SUPPLIED RECORDS Start Marker
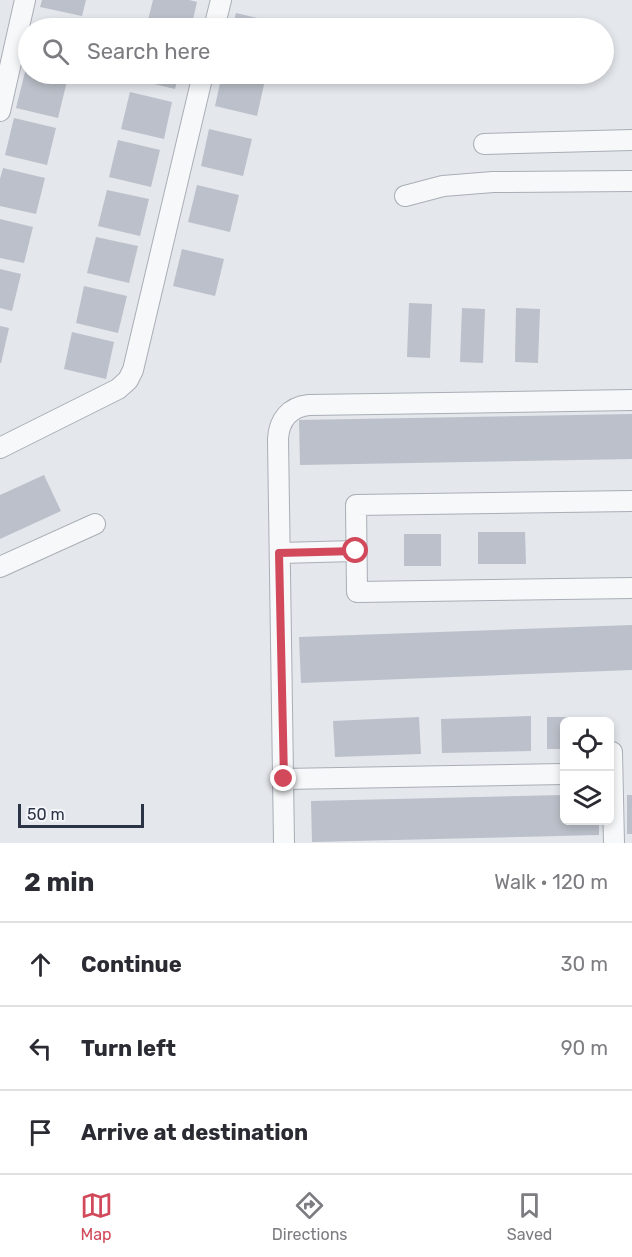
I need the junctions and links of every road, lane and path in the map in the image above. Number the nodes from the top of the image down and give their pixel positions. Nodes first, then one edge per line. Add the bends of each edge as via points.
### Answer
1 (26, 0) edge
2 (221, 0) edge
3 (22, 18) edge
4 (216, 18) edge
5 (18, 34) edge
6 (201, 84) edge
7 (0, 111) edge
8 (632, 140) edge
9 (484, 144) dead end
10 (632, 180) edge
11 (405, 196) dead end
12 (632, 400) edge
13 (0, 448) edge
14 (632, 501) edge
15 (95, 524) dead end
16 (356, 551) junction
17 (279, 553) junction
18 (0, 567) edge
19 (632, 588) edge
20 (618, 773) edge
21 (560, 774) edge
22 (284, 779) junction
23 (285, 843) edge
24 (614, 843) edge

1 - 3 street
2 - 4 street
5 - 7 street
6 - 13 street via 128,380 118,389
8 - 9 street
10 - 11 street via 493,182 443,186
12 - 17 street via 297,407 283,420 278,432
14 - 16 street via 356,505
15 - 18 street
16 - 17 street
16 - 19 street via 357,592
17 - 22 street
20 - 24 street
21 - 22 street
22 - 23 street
SUPPLIED RECORDS End Marker
_EXERCISE DIRECTIONS_
Your copy must hold every record above in its exact wording and must hold no pictures.

_WRITTEN RESPONSE_
I need the junctions and links of every road, lane and path in the map in the image above. Number the nodes from the top of the image down and give their pixel positions. Nodes first, then one edge per line. Add the bends of each edge as via points.
### Answer
1 (26, 0) edge
2 (221, 0) edge
3 (22, 18) edge
4 (216, 18) edge
5 (18, 34) edge
6 (201, 84) edge
7 (0, 111) edge
8 (632, 140) edge
9 (484, 144) dead end
10 (632, 180) edge
11 (405, 196) dead end
12 (632, 400) edge
13 (0, 448) edge
14 (632, 501) edge
15 (95, 524) dead end
16 (356, 551) junction
17 (279, 553) junction
18 (0, 567) edge
19 (632, 588) edge
20 (618, 773) edge
21 (560, 774) edge
22 (284, 779) junction
23 (285, 843) edge
24 (614, 843) edge

1 - 3 street
2 - 4 street
5 - 7 street
6 - 13 street via 128,380 118,389
8 - 9 street
10 - 11 street via 493,182 443,186
12 - 17 street via 297,407 283,420 278,432
14 - 16 street via 356,505
15 - 18 street
16 - 17 street
16 - 19 street via 357,592
17 - 22 street
20 - 24 street
21 - 22 street
22 - 23 street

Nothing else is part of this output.